Pero Adolfo Suárez aguantó el tipo. Su biografía no permite afirmar que fuera el hombre más inteligente, ni el más preparado. No parecía la persona adecuada para la misión histórica que se le encomendó. Y sin embargo lo fue. Protagonizó el que quizás haya sido el mejor momento de la historia de España: la llegada de la democracia. Tuvo sensibilidad. Tuvo instinto. Y tuvo, desde luego, un altísimo sentido del deber. Era el presidente de España, y no podía abandonar su escaño. Según algunos testimonios, horas después se enfrentaría abiertamente con Tejero, exigiéndole que se rindiera y que pusiera fin a aquella farsa. El golpe estaba en vías de fracasar, pero Suárez no lo sabía.
La historia de Suárez no es pobre en fracasos. Fracasó de forma estrepitosa en la política partidista. UCD no fue un partido, sino un ingobernable nido de víboras que terminaron devorando a su líder. Cuando volvió a intentarlo con el CDS, el bipartidismo -que paradójicamente él ayudó a crear- ya había fraguado y no parecía haber lugar para un tercer partido nacional. Además, por entonces, la figura de Suárez no había alcanzado la categoría que ahora tiene: la de un auténtico padre de la patria. Una patria democrática, civil, plenamente constitucional.
Porque frente a estos fracasos en la política con minúsculas -la pequeña política de partido- Suárez tuvo éxito en la política con mayúsculas. Dirigió la transición de una dictadura de cuatro décadas al más largo periodo democrático que ha vivido España. Soportó unas durísimas condiciones políticas (crisis económica, amenaza golpista permanente, cientos de asesinados por el terrorismo…) y ofreció a los españoles lo que necesitaban: liderazgo. Nuestro país sabía lo que quería: democracia y formar parte, de una vez por todas, de Europa. Pero no sabía cómo. Es posible que Suárez tampoco lo tuviera claro en todos los momentos. Pero lo aprendió por el camino administrando el diálogo, las concesiones y la firmeza con gran sabiduría.
Tan absurdo es idealizar la Transición como impugnarla. ¿Pudo ser mejor el resultado? Probablemente. ¿Pudo ser peor? De mil maneras. En aquellas circunstancias, poco se le puede reprochar al presidente. Durante muchos años fue una figura denostada desde la derecha y desde la izquierda, tal y como ha recordado Rosa Díez.
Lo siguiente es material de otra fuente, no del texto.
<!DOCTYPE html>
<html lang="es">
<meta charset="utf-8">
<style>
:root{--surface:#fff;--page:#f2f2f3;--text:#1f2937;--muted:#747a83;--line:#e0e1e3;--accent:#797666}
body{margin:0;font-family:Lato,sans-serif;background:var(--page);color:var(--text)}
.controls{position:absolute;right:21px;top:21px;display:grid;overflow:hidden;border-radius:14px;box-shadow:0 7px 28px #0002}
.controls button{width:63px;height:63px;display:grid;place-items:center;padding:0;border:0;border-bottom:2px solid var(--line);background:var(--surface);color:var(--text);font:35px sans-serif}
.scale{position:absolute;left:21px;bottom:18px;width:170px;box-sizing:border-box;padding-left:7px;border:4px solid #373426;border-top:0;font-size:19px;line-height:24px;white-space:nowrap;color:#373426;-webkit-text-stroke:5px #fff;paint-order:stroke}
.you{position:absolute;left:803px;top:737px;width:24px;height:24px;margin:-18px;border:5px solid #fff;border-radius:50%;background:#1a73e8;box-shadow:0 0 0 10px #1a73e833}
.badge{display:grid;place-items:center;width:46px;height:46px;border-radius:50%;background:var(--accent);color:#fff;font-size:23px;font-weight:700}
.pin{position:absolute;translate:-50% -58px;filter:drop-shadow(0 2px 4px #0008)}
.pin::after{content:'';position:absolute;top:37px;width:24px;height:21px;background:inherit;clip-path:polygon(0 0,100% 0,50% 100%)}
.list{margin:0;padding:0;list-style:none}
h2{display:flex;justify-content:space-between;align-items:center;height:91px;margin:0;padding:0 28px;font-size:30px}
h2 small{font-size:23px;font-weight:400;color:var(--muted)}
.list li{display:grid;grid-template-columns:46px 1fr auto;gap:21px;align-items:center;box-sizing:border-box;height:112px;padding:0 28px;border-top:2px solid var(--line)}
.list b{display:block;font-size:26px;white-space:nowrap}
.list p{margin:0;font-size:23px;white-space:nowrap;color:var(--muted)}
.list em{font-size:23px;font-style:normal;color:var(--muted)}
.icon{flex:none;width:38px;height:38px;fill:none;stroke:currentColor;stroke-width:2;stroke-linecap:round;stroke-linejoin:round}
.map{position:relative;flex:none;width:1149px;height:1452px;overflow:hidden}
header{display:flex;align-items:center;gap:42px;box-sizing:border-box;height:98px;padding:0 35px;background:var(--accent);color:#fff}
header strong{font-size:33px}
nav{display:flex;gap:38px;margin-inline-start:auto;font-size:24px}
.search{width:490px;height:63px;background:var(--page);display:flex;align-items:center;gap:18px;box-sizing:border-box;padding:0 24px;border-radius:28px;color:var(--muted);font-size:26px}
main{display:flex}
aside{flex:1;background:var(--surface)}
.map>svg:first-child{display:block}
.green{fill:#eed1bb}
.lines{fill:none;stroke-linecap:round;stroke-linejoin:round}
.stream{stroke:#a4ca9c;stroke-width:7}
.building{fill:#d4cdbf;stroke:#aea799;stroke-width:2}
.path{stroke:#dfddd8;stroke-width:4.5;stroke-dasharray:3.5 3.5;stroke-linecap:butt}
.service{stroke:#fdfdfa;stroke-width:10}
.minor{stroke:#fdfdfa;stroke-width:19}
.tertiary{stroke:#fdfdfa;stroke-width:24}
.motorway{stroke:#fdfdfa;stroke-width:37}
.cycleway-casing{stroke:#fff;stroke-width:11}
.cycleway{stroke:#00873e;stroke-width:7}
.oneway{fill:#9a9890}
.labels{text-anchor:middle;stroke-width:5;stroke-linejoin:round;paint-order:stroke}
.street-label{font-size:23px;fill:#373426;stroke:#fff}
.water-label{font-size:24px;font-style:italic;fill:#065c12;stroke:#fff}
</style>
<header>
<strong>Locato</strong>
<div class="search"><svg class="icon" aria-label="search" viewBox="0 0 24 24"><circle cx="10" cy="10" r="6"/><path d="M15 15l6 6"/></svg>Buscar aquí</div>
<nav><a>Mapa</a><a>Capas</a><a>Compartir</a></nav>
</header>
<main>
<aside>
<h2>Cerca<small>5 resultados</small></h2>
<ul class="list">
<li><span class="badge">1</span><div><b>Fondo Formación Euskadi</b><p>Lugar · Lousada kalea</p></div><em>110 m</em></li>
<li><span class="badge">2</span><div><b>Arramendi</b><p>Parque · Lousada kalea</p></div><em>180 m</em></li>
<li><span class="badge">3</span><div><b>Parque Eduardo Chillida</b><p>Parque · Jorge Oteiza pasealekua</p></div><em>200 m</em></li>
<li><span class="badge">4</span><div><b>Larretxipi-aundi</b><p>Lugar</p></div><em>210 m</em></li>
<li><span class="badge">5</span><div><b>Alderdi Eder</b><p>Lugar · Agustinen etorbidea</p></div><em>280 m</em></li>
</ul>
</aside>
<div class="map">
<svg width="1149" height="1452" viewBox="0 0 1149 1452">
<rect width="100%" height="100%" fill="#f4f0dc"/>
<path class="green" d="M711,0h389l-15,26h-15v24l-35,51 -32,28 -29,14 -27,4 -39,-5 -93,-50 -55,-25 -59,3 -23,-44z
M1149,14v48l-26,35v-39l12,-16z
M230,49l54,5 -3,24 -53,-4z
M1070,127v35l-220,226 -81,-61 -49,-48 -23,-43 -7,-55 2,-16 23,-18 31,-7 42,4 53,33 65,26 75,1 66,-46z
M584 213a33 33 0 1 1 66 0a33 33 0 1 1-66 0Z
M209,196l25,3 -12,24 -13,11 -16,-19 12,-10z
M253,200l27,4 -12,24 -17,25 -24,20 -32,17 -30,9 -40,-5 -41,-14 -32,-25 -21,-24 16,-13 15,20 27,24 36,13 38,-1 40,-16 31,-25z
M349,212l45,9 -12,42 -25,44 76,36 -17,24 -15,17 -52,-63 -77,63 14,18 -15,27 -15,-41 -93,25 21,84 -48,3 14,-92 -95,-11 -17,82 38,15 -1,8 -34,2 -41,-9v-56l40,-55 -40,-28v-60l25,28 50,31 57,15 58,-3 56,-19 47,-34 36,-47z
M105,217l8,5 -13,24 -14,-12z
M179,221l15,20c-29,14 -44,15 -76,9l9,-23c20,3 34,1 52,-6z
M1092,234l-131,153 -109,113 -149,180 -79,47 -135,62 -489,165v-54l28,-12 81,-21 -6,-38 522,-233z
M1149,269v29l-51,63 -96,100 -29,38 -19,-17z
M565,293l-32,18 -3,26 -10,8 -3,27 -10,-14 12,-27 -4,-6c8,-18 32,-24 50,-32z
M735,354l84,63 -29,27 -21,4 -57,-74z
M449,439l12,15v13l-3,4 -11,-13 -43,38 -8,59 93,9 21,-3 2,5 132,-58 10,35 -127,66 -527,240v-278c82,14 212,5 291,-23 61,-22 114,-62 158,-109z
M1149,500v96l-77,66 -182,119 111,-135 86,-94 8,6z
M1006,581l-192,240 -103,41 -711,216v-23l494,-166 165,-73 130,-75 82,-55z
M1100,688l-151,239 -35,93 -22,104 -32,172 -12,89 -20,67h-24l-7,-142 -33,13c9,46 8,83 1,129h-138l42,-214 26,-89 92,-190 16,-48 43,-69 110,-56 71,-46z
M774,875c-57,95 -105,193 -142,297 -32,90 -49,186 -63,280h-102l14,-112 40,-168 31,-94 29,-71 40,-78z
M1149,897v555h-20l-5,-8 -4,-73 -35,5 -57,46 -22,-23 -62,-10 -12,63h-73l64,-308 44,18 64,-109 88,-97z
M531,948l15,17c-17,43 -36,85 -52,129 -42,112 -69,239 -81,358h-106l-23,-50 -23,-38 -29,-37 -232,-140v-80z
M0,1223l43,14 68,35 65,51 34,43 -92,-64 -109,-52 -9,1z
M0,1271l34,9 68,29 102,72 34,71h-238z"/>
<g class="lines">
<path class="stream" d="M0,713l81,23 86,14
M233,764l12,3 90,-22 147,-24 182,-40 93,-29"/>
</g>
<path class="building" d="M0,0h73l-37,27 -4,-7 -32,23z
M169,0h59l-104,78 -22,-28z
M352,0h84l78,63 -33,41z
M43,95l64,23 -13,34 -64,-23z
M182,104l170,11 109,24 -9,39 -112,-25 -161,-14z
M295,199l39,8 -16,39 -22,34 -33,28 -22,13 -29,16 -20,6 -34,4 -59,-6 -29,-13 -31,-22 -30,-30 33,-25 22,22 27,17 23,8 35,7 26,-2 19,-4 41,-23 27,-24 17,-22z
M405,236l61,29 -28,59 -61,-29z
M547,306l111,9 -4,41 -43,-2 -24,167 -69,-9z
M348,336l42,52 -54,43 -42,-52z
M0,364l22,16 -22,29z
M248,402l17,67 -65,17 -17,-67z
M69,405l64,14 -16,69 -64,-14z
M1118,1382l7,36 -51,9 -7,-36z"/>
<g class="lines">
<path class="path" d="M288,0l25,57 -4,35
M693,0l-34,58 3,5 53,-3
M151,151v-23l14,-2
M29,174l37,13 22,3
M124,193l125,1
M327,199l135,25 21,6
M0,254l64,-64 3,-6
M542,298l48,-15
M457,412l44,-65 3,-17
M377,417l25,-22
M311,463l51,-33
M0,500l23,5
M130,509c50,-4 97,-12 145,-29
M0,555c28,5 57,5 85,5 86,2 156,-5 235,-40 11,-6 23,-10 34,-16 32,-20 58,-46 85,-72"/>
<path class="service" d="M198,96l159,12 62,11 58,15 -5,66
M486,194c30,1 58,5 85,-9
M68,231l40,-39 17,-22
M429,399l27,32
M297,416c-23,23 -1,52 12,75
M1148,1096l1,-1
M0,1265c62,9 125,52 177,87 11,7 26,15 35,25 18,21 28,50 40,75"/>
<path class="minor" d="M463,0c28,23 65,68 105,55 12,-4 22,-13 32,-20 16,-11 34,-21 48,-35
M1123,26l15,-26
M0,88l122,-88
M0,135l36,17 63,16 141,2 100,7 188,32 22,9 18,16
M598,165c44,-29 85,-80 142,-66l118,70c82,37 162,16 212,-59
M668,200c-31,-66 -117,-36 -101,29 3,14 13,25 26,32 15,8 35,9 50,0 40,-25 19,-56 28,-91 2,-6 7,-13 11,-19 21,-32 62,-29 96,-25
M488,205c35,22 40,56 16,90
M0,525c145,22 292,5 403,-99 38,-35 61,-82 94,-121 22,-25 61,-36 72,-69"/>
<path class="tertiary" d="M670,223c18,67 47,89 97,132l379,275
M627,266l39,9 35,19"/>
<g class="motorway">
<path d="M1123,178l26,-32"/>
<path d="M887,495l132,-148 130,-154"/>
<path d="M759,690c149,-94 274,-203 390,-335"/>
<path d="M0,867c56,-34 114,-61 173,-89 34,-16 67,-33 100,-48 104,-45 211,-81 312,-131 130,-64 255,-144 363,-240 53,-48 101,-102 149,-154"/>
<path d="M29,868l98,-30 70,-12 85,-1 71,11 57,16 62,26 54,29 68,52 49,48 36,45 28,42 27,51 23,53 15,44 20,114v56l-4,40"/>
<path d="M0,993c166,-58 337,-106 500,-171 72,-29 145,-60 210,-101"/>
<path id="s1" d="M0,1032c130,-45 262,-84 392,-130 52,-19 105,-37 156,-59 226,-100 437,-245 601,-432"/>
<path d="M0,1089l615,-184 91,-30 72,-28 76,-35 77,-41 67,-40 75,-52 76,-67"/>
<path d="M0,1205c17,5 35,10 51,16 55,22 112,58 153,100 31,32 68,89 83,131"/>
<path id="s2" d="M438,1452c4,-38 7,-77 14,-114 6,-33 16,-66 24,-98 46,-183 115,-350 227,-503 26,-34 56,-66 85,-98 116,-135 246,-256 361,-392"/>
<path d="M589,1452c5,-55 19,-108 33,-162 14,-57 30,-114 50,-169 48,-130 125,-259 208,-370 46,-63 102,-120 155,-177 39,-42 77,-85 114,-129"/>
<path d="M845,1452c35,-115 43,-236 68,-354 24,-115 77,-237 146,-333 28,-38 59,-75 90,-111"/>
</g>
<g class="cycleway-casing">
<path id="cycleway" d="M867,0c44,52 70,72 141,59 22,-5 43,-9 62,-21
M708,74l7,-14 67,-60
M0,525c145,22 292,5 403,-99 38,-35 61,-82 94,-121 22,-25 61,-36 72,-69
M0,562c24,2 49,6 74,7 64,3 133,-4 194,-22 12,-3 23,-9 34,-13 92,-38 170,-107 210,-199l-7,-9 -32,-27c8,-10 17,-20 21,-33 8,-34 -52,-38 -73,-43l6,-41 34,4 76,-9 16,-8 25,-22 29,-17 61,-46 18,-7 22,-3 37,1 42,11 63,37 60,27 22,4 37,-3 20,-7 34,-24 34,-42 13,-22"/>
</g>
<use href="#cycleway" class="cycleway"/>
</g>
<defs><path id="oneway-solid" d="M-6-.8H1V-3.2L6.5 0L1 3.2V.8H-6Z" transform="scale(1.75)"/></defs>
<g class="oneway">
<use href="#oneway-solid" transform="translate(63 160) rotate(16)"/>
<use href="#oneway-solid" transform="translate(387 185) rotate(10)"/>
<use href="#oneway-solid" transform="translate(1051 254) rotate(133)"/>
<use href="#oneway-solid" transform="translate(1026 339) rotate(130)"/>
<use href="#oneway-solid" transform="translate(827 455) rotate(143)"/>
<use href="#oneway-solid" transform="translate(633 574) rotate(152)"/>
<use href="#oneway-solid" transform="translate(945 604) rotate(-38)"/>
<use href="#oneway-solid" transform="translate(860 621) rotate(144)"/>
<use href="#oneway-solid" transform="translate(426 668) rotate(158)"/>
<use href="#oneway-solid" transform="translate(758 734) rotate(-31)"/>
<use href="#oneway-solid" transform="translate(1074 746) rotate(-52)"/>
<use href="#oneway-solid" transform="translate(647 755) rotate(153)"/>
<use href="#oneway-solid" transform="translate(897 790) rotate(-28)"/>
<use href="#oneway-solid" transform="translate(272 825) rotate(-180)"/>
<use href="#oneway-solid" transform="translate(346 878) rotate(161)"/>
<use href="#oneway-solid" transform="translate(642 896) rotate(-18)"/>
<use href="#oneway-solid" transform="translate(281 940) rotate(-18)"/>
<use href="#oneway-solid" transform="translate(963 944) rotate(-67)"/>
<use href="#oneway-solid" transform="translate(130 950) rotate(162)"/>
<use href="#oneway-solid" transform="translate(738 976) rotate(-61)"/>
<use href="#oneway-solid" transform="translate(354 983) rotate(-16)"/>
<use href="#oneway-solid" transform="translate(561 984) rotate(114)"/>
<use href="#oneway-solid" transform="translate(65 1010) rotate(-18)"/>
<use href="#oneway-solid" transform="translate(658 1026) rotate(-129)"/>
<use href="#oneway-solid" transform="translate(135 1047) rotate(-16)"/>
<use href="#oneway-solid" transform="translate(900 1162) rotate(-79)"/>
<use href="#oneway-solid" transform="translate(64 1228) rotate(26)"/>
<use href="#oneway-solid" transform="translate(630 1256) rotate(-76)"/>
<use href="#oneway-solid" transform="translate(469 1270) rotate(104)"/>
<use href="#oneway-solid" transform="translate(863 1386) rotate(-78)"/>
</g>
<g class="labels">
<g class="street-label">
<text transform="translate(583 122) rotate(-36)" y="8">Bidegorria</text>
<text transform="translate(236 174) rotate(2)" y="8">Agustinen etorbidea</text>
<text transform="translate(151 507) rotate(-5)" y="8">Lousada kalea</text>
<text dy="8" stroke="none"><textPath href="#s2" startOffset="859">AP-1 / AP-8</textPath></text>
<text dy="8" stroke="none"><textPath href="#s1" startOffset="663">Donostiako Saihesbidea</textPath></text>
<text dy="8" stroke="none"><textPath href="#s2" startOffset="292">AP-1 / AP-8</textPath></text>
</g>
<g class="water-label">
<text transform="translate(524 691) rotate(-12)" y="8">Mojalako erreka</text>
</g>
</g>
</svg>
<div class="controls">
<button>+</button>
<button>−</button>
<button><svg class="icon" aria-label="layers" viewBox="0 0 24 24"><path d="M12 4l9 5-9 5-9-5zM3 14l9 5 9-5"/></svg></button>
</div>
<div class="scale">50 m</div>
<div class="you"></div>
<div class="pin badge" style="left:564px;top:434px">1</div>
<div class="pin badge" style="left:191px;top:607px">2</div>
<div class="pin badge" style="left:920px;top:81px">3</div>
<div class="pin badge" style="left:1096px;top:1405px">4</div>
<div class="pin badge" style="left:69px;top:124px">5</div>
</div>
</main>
Suárez no hizo demasiados amigos durante sus mandatos. Si su prioridad hubiera sido garantizarse apoyos partidistas, la historia habría sido muy distinta, y probablemente peor. Hoy, el hombre que emergió del franquismo con el encargo de liquidarlo y construir una democracia duradera, es ya una referencia de la tercera España.
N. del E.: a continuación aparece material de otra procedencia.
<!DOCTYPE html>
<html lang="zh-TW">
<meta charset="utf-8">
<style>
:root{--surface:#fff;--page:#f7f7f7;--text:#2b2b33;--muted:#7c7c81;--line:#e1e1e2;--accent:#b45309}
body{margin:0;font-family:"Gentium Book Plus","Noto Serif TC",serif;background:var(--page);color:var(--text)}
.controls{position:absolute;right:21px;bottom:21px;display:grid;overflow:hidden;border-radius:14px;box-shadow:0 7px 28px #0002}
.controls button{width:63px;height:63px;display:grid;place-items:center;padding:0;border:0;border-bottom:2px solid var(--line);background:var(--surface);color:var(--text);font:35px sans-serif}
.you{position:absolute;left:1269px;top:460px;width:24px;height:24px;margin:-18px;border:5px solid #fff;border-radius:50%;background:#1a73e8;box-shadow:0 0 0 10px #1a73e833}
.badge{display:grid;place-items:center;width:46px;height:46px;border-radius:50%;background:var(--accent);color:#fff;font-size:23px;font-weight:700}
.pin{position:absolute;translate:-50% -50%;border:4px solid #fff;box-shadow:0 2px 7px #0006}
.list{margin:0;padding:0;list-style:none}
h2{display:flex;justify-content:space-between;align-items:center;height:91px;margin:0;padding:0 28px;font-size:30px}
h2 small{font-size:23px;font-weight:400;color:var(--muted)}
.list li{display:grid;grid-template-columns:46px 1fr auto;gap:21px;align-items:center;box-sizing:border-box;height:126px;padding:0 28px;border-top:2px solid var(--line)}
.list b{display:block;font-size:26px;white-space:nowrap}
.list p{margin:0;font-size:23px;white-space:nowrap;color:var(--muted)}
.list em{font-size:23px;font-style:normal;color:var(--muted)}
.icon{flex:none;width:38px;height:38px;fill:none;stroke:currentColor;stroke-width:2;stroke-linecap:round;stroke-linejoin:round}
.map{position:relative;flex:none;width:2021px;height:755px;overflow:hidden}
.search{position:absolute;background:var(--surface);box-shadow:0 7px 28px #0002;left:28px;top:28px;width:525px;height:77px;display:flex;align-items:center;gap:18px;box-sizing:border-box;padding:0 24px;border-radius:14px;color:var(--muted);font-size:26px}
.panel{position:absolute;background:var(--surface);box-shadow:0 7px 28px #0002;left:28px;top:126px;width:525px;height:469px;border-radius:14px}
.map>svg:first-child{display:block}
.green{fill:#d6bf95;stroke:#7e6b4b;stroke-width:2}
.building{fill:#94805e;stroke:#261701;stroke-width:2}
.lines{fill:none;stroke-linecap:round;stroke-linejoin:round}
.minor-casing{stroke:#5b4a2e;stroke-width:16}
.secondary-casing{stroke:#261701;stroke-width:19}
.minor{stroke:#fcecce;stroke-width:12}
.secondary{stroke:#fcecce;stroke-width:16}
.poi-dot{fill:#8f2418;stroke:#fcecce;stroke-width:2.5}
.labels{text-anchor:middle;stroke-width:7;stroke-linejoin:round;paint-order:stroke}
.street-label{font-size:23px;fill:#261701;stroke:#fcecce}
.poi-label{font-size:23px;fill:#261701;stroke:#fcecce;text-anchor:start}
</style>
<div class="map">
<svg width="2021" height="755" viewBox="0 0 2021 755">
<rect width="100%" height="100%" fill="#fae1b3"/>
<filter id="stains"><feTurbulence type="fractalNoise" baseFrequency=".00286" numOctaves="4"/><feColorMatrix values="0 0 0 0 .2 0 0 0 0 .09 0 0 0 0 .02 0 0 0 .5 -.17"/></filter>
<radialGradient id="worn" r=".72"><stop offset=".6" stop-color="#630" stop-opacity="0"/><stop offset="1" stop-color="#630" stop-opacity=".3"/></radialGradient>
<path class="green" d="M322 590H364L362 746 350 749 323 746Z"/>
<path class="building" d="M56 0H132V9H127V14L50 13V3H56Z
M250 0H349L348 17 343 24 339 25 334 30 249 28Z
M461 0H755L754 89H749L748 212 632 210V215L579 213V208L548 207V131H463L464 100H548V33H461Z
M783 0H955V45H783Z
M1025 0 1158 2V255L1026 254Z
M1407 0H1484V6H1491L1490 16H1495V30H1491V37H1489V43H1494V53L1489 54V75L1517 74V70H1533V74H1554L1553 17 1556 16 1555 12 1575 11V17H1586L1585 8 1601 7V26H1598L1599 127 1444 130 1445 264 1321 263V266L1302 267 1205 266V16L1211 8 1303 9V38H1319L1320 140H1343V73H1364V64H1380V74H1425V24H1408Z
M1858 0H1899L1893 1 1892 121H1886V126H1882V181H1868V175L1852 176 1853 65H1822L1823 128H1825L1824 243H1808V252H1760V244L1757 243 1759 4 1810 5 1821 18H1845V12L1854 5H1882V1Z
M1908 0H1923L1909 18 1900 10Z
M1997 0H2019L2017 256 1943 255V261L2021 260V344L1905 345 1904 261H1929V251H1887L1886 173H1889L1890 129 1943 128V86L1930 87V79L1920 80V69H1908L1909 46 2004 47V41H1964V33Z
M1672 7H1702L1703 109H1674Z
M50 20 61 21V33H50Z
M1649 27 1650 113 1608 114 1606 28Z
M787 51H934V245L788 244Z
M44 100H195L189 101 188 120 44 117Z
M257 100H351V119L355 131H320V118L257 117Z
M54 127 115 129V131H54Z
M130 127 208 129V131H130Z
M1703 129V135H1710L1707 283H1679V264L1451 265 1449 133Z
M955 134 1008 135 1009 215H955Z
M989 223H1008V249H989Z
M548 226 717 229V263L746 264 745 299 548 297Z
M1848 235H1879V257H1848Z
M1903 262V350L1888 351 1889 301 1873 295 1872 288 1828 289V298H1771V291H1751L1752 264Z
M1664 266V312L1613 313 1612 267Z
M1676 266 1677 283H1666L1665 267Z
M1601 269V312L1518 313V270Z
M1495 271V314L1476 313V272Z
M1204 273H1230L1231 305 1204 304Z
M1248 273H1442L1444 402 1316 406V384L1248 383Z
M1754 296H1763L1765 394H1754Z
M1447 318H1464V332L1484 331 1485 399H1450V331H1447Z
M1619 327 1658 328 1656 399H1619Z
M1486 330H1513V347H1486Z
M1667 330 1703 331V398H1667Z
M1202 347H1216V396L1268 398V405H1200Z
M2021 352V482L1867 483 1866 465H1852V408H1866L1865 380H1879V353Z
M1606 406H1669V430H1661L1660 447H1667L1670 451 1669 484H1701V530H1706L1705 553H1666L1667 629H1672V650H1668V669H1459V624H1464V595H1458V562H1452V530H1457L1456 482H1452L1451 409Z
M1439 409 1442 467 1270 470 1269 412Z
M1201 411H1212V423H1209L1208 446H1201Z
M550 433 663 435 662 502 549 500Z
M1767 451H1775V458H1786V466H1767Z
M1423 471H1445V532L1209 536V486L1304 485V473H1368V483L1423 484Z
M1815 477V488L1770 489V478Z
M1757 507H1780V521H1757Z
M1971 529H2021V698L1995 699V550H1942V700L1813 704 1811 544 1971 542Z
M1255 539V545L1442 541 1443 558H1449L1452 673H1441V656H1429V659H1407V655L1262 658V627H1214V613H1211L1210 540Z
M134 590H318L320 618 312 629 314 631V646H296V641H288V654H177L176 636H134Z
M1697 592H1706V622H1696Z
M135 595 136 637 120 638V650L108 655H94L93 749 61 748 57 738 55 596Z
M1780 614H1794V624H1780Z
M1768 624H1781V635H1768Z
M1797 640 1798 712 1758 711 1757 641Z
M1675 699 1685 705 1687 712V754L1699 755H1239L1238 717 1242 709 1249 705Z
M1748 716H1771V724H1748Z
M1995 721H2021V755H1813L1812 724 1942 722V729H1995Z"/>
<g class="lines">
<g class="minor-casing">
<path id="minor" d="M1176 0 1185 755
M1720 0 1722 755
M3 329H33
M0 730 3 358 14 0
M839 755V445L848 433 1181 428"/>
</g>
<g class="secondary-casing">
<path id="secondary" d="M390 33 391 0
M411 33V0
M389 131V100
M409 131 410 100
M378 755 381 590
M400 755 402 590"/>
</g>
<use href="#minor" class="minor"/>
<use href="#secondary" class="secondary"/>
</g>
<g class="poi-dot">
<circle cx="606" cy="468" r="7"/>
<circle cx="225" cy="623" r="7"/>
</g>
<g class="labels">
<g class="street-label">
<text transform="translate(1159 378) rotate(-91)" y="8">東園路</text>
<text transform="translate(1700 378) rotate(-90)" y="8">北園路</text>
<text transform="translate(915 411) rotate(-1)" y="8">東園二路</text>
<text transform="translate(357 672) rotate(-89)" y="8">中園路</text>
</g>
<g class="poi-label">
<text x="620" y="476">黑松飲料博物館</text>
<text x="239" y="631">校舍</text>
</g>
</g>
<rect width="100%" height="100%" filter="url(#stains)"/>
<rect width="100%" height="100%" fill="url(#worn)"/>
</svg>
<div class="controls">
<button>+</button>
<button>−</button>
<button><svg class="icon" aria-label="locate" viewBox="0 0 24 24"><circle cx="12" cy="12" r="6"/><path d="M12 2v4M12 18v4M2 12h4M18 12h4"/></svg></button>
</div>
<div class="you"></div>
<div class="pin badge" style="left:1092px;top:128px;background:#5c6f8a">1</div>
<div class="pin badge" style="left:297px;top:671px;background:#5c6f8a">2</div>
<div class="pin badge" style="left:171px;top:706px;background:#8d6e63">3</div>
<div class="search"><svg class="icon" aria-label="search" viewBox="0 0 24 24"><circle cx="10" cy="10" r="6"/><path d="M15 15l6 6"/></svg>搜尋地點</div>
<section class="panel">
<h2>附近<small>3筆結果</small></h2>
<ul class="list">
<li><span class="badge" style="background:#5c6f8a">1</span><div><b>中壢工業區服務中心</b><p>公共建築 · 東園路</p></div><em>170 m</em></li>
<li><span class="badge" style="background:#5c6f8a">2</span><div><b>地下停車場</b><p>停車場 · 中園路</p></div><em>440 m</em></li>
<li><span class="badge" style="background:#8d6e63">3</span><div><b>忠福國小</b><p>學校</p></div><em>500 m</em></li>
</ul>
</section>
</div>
Parte del encanto de Suárez está en que resultaba muy reconocible, muy español. Y quizás por eso es un ejemplo para todos. Su figura nos recuerda que lo más valioso en la vida política son los valores y el sentido del deber. Nos recuerda que aunque la competencia técnica es un elemento imprescindible de la acción de gobierno, los principios y el coraje siguen siendo más importantes si no queremos que la democracia degenere en tecnocracia. Y esto vale lo mismo para un jefe de Gobierno que para el más humilde ciudadano.